The VTA is one of the major sites of dopamine synthesis. The VTA dopaminergic neurons are implicated in the regulation of emotional and motivational behaviors and are involved in the development of psychopathologies including depression [
50], aggression [
51], and addictions [
52,
53]. So, it was important to check if the prioritized genes could be implicated in VTA dopaminergic signaling. The results of the cluster analysis on expression data of the genes differentially expressed in the VTA of winners and defeated mice showed that the
Nrgn,
Ercc2,
Otx2,
Six3, and
Camk2a genes were assigned to the same cluster as the dopaminergic (
Th,
Ddc,
and Slc6a3) genes. According to the correlation analysis, the expression of
Otx2,
Six3, and
Camk2a genes is coregulated with the dopaminergic genes in both experimental groups. The expression of two other genes (
Nrgn and
Ercc2) correlated with the expression of dopaminergic genes only in the VTA of losers indicating a possible coregulation or functional relationship of these genes in the VTA of defeated mice. It should be emphasized that the most significant correlations were found between the expression of dopaminergic genes and the expression of the
Nrgn gene (see
Table 8).
The development of technologies generating large amounts of gene expression data called for the use of mathematical methods capable of grouping the genes based on the similarity of their expression patterns. Such methods include a correlation analysis [
54,
55], which is a potent tool to identify coregulated genes or groups of genes associated with particular experimental or environmental conditions [
56].
To date, the role of the
Nrgn gene in dopaminergic signaling remains unclear, however, there is indirect evidence for its involvement [
57]. Additionally, in favor of this hypothesis are the findings that neurogranin is enriched at dendritic spines [
27] whereas D2R is localized to the VTA dendrites [
58], which suggests their spatial colocalization.
According to our results,
Nrgn is involved in the network of 31 coregulated genes, encoding proteins associated with the nervous system development, including 24 genes encoding proteins associated with the generation of neurons. Several of them (Otx2, En1) are known as regulators of terminal differentiation, survival and the maintenance of midbrain dopaminergic neurons [
59]. We believe that other coregulated genes included in the network may also be essential for studying their role in VTA dopaminergic neuron maturation under the influence of social stress.

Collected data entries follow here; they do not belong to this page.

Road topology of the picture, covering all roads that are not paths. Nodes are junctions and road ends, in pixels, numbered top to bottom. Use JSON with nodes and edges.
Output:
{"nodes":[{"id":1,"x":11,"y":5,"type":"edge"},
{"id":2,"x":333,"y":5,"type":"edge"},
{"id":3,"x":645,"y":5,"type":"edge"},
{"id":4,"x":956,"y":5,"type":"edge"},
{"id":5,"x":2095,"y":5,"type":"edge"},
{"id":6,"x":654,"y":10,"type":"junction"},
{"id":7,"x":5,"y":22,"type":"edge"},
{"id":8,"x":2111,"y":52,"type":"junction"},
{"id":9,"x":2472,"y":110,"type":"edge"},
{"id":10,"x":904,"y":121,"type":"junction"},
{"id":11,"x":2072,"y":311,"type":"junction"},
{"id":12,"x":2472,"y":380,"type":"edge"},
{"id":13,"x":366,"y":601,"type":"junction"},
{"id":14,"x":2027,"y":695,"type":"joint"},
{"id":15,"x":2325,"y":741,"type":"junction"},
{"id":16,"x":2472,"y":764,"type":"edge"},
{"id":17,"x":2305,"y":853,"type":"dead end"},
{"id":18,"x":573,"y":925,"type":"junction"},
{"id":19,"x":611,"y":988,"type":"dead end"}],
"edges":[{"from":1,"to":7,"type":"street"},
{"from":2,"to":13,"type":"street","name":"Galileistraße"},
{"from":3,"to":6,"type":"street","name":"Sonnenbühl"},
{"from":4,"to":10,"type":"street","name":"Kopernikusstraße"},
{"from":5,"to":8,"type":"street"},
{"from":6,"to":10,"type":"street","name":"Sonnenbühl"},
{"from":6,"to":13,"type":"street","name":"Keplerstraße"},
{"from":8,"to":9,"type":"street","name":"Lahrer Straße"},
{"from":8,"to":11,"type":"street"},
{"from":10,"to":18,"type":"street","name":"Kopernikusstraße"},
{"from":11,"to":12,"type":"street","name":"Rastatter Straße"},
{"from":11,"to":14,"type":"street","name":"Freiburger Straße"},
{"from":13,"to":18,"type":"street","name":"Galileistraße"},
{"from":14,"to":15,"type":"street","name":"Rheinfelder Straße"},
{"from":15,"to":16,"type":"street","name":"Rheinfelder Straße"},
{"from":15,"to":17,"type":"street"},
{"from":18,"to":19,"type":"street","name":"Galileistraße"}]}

Of course, many genes with VTA expression levels significantly changed in one of experimental groups and not changed in the other group could be directly or indirectly related to the formation of behavioral characteristics in winners and defeated mice. However, we believe that the genes that change the level of transcription in opposite directions in winners and defeated mice deserve special research attention. As noted earlier, the Nrgn, Ercc2, Otx2, and Six3 genes that change their transcription levels in opposite directions in winners and defeated mice and make the maximum contribution to intergroup differences can be considered as key genes in the formation of alternative phenotypes associated with behavioral patterns in winning and defeated animals.